[WORK TO COMPLETE]
What you return must be every line below that includes the word "rows".

[AVAILABLE DATA]
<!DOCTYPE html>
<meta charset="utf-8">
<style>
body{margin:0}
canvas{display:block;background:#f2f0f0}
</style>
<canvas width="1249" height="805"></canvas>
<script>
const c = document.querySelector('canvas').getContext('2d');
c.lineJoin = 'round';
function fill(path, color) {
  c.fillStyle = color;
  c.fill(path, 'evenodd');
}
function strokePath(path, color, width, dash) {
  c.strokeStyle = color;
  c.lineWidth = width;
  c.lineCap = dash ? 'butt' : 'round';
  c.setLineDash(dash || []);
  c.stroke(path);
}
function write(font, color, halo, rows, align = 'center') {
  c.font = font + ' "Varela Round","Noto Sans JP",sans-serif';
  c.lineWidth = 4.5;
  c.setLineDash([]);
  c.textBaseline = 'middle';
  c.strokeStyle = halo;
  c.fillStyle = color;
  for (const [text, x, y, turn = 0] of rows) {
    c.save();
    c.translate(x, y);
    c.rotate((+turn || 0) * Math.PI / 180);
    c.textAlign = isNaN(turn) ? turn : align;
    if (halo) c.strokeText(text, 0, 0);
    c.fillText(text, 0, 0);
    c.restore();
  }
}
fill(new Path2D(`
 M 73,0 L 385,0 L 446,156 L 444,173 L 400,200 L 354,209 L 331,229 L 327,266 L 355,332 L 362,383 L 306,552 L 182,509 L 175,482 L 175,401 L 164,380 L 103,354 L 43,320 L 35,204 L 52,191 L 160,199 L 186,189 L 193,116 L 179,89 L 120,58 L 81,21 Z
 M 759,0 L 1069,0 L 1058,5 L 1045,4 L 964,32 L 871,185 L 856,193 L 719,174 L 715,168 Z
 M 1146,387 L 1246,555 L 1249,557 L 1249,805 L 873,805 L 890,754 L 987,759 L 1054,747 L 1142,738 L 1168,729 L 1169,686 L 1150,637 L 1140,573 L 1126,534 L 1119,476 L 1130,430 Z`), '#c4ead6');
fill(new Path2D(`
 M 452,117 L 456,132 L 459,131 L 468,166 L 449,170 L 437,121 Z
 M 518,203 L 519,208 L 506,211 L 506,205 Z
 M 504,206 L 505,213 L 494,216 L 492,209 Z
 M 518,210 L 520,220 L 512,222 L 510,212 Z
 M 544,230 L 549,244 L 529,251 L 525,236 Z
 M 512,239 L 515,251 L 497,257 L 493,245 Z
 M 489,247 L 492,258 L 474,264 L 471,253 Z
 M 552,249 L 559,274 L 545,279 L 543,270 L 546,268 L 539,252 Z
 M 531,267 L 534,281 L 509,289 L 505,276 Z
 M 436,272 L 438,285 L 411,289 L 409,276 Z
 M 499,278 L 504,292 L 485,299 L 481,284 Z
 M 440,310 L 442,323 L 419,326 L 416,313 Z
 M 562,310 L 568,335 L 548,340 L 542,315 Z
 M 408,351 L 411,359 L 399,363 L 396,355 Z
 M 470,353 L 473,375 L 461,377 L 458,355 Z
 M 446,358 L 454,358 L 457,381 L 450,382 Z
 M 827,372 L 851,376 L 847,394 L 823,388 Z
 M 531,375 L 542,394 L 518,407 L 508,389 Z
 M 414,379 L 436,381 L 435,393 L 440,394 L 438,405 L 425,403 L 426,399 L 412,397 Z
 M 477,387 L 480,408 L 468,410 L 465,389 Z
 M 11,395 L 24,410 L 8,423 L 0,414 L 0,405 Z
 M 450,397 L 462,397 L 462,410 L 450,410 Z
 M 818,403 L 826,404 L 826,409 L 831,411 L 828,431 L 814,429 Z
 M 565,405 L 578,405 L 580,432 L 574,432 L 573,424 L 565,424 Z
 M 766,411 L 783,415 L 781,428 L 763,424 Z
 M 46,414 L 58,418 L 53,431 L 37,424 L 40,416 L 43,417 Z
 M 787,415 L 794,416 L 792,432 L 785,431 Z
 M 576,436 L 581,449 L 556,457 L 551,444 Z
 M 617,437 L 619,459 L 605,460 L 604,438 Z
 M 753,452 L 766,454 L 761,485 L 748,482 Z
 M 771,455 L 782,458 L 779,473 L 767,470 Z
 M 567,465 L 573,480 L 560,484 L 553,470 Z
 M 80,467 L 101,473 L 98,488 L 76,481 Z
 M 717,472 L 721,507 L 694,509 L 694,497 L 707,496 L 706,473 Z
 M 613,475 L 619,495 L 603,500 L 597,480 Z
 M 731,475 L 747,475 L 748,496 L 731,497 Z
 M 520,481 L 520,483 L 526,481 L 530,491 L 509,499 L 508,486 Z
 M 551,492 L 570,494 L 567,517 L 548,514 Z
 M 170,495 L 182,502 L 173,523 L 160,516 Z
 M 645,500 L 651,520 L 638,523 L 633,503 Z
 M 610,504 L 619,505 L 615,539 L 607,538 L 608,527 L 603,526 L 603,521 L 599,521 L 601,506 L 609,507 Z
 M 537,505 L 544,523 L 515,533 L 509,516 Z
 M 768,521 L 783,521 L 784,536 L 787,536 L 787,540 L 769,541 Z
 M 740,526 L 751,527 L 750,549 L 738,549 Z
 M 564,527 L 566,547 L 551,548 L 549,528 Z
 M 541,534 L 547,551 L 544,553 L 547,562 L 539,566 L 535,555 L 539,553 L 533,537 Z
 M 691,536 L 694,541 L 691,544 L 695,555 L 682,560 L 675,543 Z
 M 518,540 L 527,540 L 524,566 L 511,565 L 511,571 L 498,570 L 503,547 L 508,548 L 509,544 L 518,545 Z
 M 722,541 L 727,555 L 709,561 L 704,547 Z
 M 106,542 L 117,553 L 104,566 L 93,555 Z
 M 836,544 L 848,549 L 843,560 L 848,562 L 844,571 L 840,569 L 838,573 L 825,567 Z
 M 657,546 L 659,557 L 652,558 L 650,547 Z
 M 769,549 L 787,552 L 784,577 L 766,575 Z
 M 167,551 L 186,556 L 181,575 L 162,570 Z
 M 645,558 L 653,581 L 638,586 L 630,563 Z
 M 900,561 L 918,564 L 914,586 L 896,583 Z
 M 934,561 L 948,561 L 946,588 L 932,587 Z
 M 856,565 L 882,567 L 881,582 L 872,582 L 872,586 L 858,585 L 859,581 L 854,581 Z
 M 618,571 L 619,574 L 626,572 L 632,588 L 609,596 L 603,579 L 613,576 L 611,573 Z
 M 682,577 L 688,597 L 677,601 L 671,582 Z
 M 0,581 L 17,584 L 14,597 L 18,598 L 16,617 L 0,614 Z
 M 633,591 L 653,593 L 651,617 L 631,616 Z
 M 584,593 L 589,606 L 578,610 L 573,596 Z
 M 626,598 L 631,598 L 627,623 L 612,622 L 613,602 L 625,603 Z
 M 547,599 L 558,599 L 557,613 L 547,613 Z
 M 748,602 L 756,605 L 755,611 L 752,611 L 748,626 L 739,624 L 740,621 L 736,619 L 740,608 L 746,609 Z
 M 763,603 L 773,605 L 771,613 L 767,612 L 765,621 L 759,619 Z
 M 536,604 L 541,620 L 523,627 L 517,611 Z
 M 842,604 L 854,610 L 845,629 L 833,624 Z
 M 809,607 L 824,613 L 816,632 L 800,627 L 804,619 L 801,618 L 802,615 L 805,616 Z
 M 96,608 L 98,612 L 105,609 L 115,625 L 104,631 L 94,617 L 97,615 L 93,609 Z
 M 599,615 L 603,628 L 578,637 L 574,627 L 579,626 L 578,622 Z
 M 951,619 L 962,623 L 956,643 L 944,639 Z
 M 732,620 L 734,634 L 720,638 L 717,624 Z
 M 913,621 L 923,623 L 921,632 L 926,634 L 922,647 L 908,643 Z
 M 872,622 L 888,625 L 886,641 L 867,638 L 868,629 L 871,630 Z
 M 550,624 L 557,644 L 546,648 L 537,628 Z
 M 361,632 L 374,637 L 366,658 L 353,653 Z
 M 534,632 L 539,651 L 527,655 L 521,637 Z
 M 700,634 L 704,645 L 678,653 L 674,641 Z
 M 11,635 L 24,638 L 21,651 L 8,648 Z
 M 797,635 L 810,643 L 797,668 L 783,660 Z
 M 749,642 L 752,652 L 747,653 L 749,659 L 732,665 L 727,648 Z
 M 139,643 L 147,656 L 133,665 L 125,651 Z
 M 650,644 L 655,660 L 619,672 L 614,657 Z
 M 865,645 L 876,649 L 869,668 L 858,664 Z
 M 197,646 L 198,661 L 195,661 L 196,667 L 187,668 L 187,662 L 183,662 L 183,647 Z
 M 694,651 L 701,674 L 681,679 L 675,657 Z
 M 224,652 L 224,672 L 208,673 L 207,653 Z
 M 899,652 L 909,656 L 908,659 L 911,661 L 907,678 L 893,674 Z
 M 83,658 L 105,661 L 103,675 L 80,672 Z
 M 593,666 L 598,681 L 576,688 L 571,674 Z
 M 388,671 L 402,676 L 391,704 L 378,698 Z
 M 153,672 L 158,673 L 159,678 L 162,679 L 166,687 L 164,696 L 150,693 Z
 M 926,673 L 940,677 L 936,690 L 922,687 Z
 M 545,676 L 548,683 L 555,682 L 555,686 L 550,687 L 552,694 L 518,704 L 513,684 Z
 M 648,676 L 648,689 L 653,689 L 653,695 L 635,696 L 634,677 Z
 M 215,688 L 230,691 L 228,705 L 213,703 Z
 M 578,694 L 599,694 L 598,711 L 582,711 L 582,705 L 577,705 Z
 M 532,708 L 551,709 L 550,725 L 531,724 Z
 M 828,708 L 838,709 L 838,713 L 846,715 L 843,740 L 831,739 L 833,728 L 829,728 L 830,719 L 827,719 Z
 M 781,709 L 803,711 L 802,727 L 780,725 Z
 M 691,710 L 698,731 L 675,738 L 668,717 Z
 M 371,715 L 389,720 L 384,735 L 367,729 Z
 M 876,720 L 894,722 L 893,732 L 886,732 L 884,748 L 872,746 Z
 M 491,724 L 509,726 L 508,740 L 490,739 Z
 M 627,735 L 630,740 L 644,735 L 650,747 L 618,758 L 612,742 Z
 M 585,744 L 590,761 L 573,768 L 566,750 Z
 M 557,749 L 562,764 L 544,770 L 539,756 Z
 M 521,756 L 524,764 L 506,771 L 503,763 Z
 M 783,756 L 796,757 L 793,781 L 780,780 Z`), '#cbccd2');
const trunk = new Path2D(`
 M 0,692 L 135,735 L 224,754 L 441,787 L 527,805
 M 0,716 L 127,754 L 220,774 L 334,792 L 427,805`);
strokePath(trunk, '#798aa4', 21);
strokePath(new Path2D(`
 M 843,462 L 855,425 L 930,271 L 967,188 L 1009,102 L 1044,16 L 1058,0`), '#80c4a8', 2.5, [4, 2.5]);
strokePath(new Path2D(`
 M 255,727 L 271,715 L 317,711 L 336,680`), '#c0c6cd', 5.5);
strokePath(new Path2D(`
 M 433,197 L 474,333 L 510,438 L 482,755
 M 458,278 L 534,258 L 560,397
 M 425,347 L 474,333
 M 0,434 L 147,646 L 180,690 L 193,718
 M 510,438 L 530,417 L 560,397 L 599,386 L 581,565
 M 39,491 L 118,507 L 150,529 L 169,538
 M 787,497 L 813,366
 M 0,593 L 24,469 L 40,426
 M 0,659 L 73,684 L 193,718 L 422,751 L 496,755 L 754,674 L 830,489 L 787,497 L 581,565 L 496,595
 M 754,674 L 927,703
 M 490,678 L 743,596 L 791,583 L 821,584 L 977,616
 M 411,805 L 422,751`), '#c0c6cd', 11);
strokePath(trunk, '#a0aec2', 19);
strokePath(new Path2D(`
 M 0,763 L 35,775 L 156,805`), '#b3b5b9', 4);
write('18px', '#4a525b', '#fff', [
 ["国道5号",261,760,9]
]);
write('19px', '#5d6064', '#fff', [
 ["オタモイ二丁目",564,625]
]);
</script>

[TASK ANSWER]
function write(font, color, halo, rows, align = 'center') {
  for (const [text, x, y, turn = 0] of rows) {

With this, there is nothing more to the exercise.